BEGIN EXERCISE DATA

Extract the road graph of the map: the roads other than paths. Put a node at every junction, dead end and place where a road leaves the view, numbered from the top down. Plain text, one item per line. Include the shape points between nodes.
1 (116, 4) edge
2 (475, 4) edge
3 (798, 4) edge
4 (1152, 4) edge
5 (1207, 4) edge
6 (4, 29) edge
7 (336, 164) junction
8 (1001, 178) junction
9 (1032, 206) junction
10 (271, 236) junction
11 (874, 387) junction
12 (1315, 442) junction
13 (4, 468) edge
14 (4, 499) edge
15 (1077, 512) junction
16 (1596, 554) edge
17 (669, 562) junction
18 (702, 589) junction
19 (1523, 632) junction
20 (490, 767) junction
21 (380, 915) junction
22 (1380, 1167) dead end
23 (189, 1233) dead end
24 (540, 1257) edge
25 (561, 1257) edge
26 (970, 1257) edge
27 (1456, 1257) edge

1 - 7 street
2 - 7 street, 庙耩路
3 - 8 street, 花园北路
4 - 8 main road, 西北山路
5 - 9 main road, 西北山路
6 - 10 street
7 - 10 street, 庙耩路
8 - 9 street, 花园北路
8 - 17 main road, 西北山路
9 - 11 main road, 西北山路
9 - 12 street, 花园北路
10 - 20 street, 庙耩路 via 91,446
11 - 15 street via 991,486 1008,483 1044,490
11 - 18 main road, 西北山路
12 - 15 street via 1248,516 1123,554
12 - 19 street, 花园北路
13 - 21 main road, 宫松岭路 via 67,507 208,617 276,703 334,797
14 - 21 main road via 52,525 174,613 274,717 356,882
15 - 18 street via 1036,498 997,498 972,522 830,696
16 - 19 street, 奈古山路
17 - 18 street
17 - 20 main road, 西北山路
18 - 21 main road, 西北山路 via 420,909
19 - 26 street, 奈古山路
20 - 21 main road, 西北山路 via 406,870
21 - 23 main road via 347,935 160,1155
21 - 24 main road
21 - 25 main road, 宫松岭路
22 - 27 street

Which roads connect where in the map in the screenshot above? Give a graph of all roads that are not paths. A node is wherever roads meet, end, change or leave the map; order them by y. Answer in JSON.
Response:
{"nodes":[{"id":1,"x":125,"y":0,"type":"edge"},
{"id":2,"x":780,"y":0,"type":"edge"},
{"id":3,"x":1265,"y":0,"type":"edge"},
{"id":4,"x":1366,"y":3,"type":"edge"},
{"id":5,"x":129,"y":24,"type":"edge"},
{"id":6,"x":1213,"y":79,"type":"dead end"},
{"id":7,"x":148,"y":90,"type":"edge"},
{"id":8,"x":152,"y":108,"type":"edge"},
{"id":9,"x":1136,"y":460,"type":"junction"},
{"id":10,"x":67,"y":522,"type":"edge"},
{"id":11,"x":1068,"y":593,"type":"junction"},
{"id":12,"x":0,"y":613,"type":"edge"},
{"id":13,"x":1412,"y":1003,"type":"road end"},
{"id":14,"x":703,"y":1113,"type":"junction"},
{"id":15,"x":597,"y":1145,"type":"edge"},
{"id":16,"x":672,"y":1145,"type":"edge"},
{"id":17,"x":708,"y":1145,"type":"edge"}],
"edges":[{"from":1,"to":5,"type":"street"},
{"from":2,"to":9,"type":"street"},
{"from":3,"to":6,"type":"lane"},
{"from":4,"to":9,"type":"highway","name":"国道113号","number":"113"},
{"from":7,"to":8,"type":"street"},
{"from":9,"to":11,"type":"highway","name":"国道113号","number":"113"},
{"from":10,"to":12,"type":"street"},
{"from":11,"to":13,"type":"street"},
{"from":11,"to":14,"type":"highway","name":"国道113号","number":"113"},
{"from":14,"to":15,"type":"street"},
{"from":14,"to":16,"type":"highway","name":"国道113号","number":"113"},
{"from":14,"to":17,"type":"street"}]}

END EXERCISE DATA

> _BRIEF_: Provide only the number of lines in the records containing the string "dead".

> _EXERCISE RESPONSE_: 4